> **Brief**
Each record below should be output verbatim, without pictures.

%%

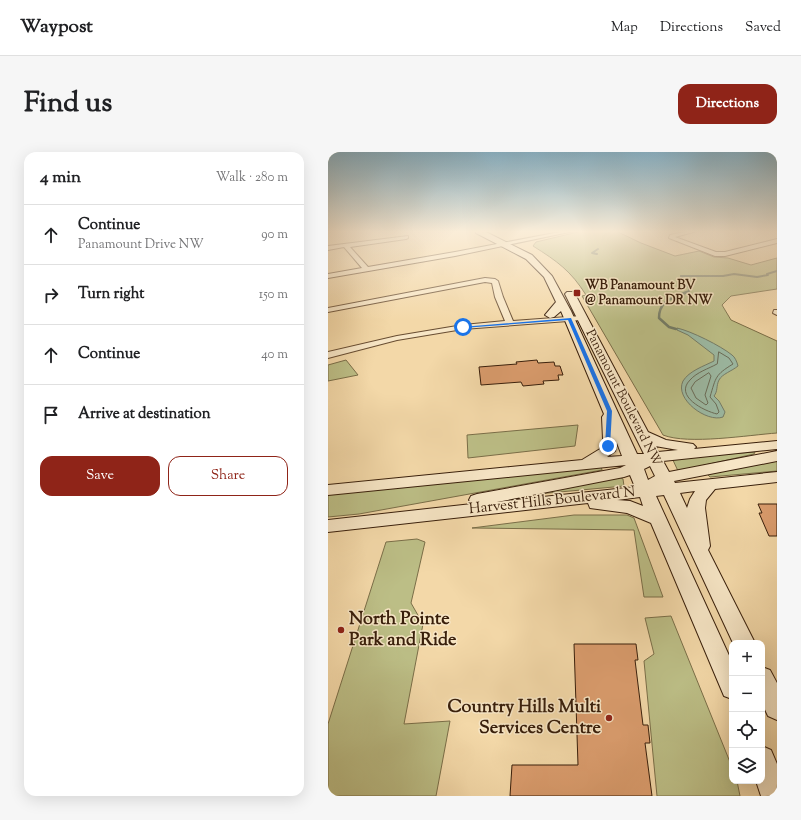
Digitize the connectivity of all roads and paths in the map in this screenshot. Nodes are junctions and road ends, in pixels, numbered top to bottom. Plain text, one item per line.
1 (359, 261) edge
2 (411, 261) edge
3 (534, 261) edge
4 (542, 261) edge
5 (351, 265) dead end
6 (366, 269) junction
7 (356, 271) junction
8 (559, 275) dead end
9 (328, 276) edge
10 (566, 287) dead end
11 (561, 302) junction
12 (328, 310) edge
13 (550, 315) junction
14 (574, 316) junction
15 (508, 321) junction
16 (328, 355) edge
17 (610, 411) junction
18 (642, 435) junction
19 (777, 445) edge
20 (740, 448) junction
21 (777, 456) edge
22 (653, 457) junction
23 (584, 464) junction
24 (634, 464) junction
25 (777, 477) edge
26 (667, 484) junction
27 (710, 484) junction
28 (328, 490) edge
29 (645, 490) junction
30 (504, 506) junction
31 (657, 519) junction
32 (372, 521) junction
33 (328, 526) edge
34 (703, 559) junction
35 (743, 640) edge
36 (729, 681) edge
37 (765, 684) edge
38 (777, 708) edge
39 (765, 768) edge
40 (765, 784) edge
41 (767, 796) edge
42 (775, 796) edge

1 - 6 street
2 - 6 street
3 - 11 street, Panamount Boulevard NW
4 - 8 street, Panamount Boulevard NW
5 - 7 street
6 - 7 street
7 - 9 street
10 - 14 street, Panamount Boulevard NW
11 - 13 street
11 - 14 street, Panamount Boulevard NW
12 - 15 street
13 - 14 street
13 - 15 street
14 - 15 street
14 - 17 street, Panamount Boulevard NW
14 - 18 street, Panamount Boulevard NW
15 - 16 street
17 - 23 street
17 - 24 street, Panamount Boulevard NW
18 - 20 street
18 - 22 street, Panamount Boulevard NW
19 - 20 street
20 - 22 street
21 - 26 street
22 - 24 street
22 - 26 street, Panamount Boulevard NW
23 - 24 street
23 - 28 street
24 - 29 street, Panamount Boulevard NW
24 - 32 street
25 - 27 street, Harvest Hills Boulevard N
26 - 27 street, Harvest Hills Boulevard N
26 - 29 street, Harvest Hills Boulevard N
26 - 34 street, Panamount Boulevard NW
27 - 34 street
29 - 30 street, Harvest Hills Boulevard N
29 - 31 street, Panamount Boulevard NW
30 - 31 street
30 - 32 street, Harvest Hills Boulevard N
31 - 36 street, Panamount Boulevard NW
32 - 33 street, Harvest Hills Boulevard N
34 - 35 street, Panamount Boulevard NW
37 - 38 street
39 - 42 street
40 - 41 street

%%

> **Solution to this exercise**
Digitize the connectivity of all roads and paths in the map in this screenshot. Nodes are junctions and road ends, in pixels, numbered top to bottom. Plain text, one item per line.
1 (359, 261) edge
2 (411, 261) edge
3 (534, 261) edge
4 (542, 261) edge
5 (351, 265) dead end
6 (366, 269) junction
7 (356, 271) junction
8 (559, 275) dead end
9 (328, 276) edge
10 (566, 287) dead end
11 (561, 302) junction
12 (328, 310) edge
13 (550, 315) junction
14 (574, 316) junction
15 (508, 321) junction
16 (328, 355) edge
17 (610, 411) junction
18 (642, 435) junction
19 (777, 445) edge
20 (740, 448) junction
21 (777, 456) edge
22 (653, 457) junction
23 (584, 464) junction
24 (634, 464) junction
25 (777, 477) edge
26 (667, 484) junction
27 (710, 484) junction
28 (328, 490) edge
29 (645, 490) junction
30 (504, 506) junction
31 (657, 519) junction
32 (372, 521) junction
33 (328, 526) edge
34 (703, 559) junction
35 (743, 640) edge
36 (729, 681) edge
37 (765, 684) edge
38 (777, 708) edge
39 (765, 768) edge
40 (765, 784) edge
41 (767, 796) edge
42 (775, 796) edge

1 - 6 street
2 - 6 street
3 - 11 street, Panamount Boulevard NW
4 - 8 street, Panamount Boulevard NW
5 - 7 street
6 - 7 street
7 - 9 street
10 - 14 street, Panamount Boulevard NW
11 - 13 street
11 - 14 street, Panamount Boulevard NW
12 - 15 street
13 - 14 street
13 - 15 street
14 - 15 street
14 - 17 street, Panamount Boulevard NW
14 - 18 street, Panamount Boulevard NW
15 - 16 street
17 - 23 street
17 - 24 street, Panamount Boulevard NW
18 - 20 street
18 - 22 street, Panamount Boulevard NW
19 - 20 street
20 - 22 street
21 - 26 street
22 - 24 street
22 - 26 street, Panamount Boulevard NW
23 - 24 street
23 - 28 street
24 - 29 street, Panamount Boulevard NW
24 - 32 street
25 - 27 street, Harvest Hills Boulevard N
26 - 27 street, Harvest Hills Boulevard N
26 - 29 street, Harvest Hills Boulevard N
26 - 34 street, Panamount Boulevard NW
27 - 34 street
29 - 30 street, Harvest Hills Boulevard N
29 - 31 street, Panamount Boulevard NW
30 - 31 street
30 - 32 street, Harvest Hills Boulevard N
31 - 36 street, Panamount Boulevard NW
32 - 33 street, Harvest Hills Boulevard N
34 - 35 street, Panamount Boulevard NW
37 - 38 street
39 - 42 street
40 - 41 street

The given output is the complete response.